Le projet serbe est en complète opposition avec, le projet autrichien qui, en sa forme initiale, attribue Prizrend à l'Albanie. Or, les Serbes tiennent énormément à la possession de cette ville qui, au treizième siècle, fut la capitale de l'empire serbe de Douchan le Grand.

En ce qui concerne les contrées d'Ipek, Detchani, Diakova, les Serbes, comme on le verra plus loin, s'unissent aux Monténégrins pour en réclamer l'exclusion de l'Albanie. Cette attitude n'implique pas une divergence de vue entre Serbes et Monténégrins. Elle s'explique par ce fait que, si Serbes et Monténégrins appartiennent à deux États différents, ils ne forment, comme on sait, qu'un même peuple: le peuple serbe. Les Serbes plaident donc à la fois leur cause et celle des Monténégrins.
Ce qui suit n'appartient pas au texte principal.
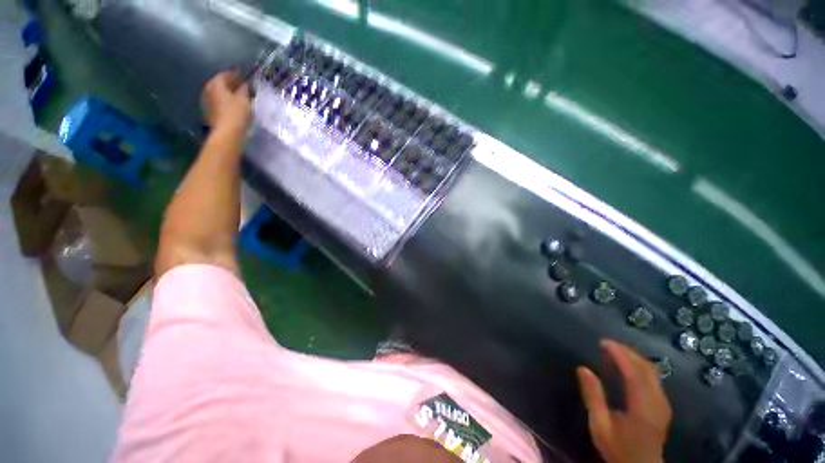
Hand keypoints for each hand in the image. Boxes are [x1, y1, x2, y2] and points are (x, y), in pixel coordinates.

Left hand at [201, 71, 251, 131]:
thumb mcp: (245, 99)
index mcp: (216, 83)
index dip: (235, 74)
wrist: (228, 133)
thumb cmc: (237, 113)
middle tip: (241, 86)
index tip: (244, 76)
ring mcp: (207, 102)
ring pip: (218, 93)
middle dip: (230, 84)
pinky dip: (225, 102)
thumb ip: (244, 89)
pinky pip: (218, 103)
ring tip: (238, 97)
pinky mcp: (210, 113)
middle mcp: (208, 89)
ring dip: (227, 94)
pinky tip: (233, 106)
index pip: (225, 74)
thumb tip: (244, 84)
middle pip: (219, 83)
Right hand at [576, 340, 671, 462]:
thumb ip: (593, 397)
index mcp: (642, 406)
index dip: (619, 354)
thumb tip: (583, 368)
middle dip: (627, 351)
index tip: (603, 342)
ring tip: (615, 352)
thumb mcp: (600, 425)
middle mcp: (657, 401)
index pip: (634, 372)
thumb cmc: (618, 448)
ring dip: (634, 358)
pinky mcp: (662, 405)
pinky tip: (628, 367)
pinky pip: (653, 378)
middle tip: (607, 344)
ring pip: (652, 371)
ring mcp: (663, 403)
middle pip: (646, 368)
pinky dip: (639, 366)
A propos de ces régions, dit le mémorandum serbe, «la nation serbe ne voudra et ne fourra faire aucune concession, ne pourra en venir à aucune transaction, à aucun compromis, et il n'y a pas de gouvernement serbe qui oserait s'y prêter».

Frontière albano-monténégrine.

C'est à propos de cette frontière, au nord de l'Albanie, que se manifeste, avec le plus d'énergie, l'opposition autrichienne.

Pour soutenir son tracé, le gouvernement du Monténégro part de la nécessité d'assurer la sécurité du royaume, ainsi que son développement politique et économique.

Pour exclure de l'Albanie les territoires dont les chefs-lieux sont Scutari, Ipek et Diakova, le Monténégro, comme la Serbie, fait appel aux titres historiques, rappelant que, depuis les temps les plus reculés, le Drin a été toujours considéré comme la limite extrême de l'Albanie du Nord. Dans un document de 1355, le Drin est appelé Flurnen Sclavoniæ (fleuve serbe).

A partir du onzième siècle, le royaume serbe de Zeta, dont le Monténégro actuel a recueilli l'héritage, s'étendait jusqu'au Drin. Scutari fut le siège de toutes les dynasties serbes, et, bien qu'alors la royauté ne résidât pas toujours d'une manière stable et suivie, dans les grandes villes, Scutari fut souvent la résidence des souverains serbes.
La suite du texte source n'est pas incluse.